I think too that there were no burning issues in this by-election, nothing into which any of the electorate or even the candidates wished to sink their teeth. On the rare occasions a candidate dared to issue a press release regarding a stance on some issue they were soundly thumped for having the audacity to take a stance at all, suggesting they were wiser to simply stay silent than speak at all.
I think it is no accident the top finishers in the results were those who were known to be out door knocking, as this was a ground war campaign and those doorstep conversations showed their value in the end. One cannot run a campaign on Facebook, especially when there aren’t even any topics to generate any sort of conversation or discussion and every post simply disappears to be buried by funny cat memes and videos of baby goats.

Even those who tried to encourage the electorate to come out to vote saw a backlash, which cannot have helped the turnout. When the RMWB embarked on a small Twitter campaign to encourage people to vote by identifying topics that fall under municipal scope they had their knuckles rapped in a letter to the editor that suggested they were trying to influence the outcome of the election (a serious allegation that was accompanied by no evidence but that created a certain degree of kerfuffle regardless of its lack of substance).
And then there were people like me, who judiciously refrained from commenting publicly on our choice for candidate. I was asked why I was so quiet, and to be honest it was an experiment as when I comment on politics of any level I find there are those who suggest I should not express a personal opinion given my professional role. This inability to differentiate between one’s person and one’s profession troubles me deeply, as it implies that almost anyone with employment should not be allowed to express a personal opinion for fear of engendering some conflict of interest, but in this instance I decided to stay mute to see what would happen. I was not surprised when friends alerted me that my name was being discussed on a local Facebook group to which I do not belong and do not frequent, and the topic was whether or not people like me should be “allowed” to express personal political opinions during elections such as the by-election given our professional roles – because this, it seems, is what democracy has become, discussions of who is “allowed” to express personal opinions and who is not, neglecting to remember that freedom of expression is a right for which all those who believe in democracy have fought.
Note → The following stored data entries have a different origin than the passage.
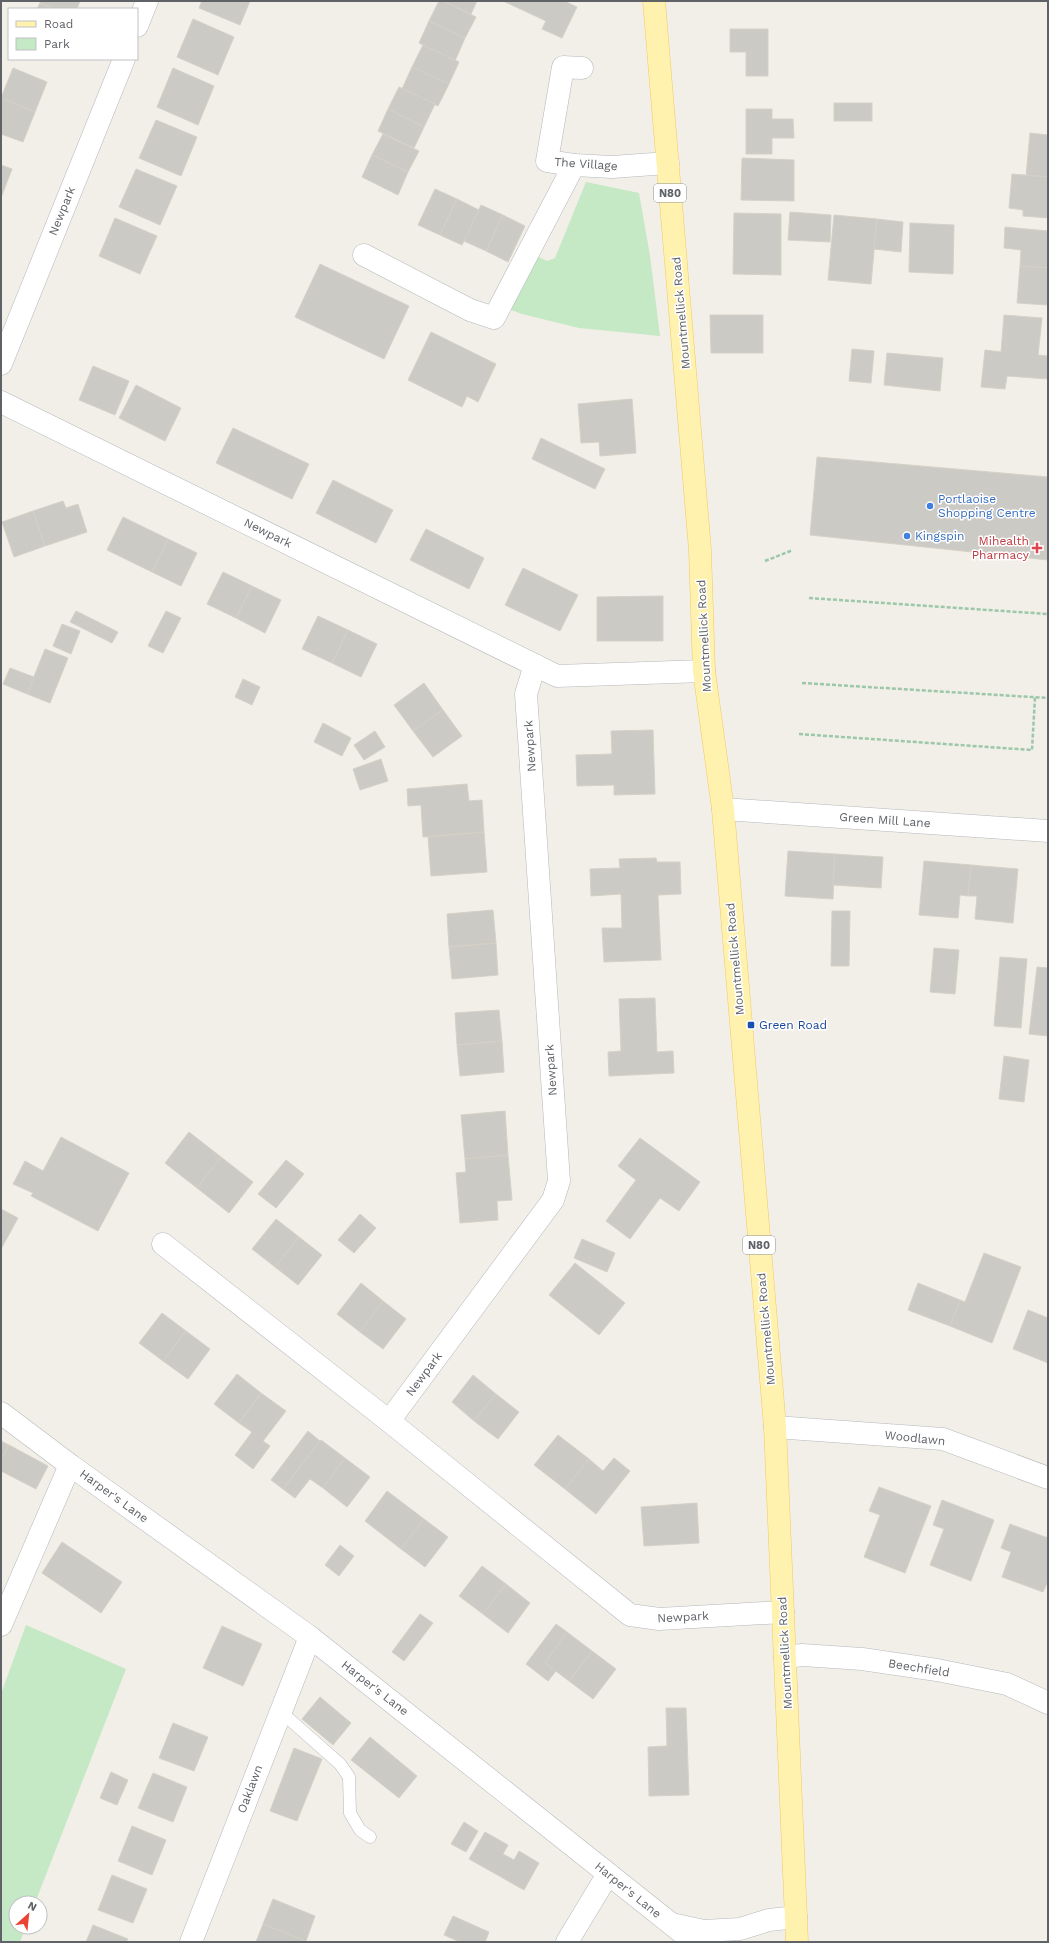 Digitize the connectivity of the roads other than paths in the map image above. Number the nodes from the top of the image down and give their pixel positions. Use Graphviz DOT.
graph roads {
  1 [pos="147,1"];
  2 [pos="654,1"];
  3 [pos="138,24"];
  4 [pos="124,60"];
  5 [pos="582,68"];
  6 [pos="668,163"];
  7 [pos="574,165"];
  8 [pos="364,255"];
  9 [pos="1,364"];
  10 [pos="1,402"];
  11 [pos="535,665"];
  12 [pos="704,671"];
  13 [pos="723,809"];
  14 [pos="1048,831"];
  15 [pos="163,1244"];
  16 [pos="1,1413"];
  17 [pos="389,1421"];
  18 [pos="775,1427"];
  19 [pos="70,1465"];
  20 [pos="1048,1478"];
  21 [pos="783,1612"];
  22 [pos="1,1625"];
  23 [pos="310,1637"];
  24 [pos="785,1657"];
  25 [pos="1048,1703"];
  26 [pos="280,1711"];
  27 [pos="370,1837"];
  28 [pos="608,1874"];
  29 [pos="796,1917"];
  30 [pos="670,1924"];
  31 [pos="191,1942"];
  32 [pos="566,1942"];
  33 [pos="694,1942"];
  34 [pos="797,1942"];
  1 -- 3 [label="street"];
  2 -- 6 [label="main road, Mountmellick Road / N80"];
  4 -- 9 [label="street, Newpark"];
  5 -- 7 [label="street, The Village"];
  6 -- 7 [label="street, The Village"];
  6 -- 12 [label="main road, Mountmellick Road / N80"];
  7 -- 8 [label="street"];
  10 -- 11 [label="street, Newpark"];
  11 -- 12 [label="street, Newpark"];
  11 -- 17 [label="street, Newpark"];
  12 -- 13 [label="main road, Mountmellick Road / N80"];
  13 -- 14 [label="street, Green Mill Lane"];
  13 -- 18 [label="main road, Mountmellick Road / N80"];
  15 -- 17 [label="street, Newpark"];
  16 -- 19 [label="street, Harper's Lane"];
  17 -- 21 [label="street, Newpark"];
  18 -- 20 [label="street, Woodlawn"];
  18 -- 21 [label="main road, Mountmellick Road / N80"];
  19 -- 22 [label="street, Harper's Lane"];
  19 -- 23 [label="street, Harper's Lane"];
  21 -- 24 [label="main road, Mountmellick Road / N80"];
  23 -- 26 [label="street, Oaklawn"];
  23 -- 28 [label="street, Harper's Lane"];
  24 -- 25 [label="street, Beechfield"];
  24 -- 29 [label="main road, Mountmellick Road / N80"];
  26 -- 27 [label="lane"];
  26 -- 31 [label="street, Oaklawn"];
  28 -- 30 [label="street, Harper's Lane"];
  28 -- 32 [label="street"];
  29 -- 30 [label="street, Harper's Lane"];
  29 -- 34 [label="main road, Mountmellick Road / N80"];
  30 -- 33 [label="street, Harper's Lane"];
}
After contacting some local schools I have learned that many hold mock elections in their classes mirroring the elections going on in our communities. The students research the candidates, they engage in discussions and conversations and then they vote and see how their results stack up against those of the voting public – and I can guarantee their turnout and their engagement is higher than a measly 5.6%. I am on the verge of suggesting we turn the electoral process over to students in fact, as they seem to have more interest in it than their adult counterparts do and perhaps it would be for the best as this is their future we are talking about, anyhow – or, as the Intrepid Junior Blogger puts it: “Just get out of our way and let my generation run things already, because you people are screwing it up.”
And so here we are. We have achieved a new low in the democratic process in Fort McMurray, and to be honest I am not sure if anything can ever be done to change it. We need to investigate the concept of online voting, to be certain, and making it as easy as possible for voters to engage – but even then I think we are dealing with something that runs far deeper than a simple fix. I am feeling quite pessimistic about it because I think we have lost a great deal of our reverence for the concept of democracy, for freedom of expression and for understanding that our right to vote is not something we should ever take lightly. I am not disappointed in the results of the election as I believe we have elected a strong individual to council, but am I disappointed that only 5.6% of us thought it was necessary to cast a ballot at all? Indeed I am. Monday we held an election, and almost nobody came. It is a low point in the history of democracy in our region, and one we should not be quick to forget as we move into our future – a future that it seems only 5.6% of us care about.

2 comments:

  1. I know, eh!?! That is a brutal and saddening statistic.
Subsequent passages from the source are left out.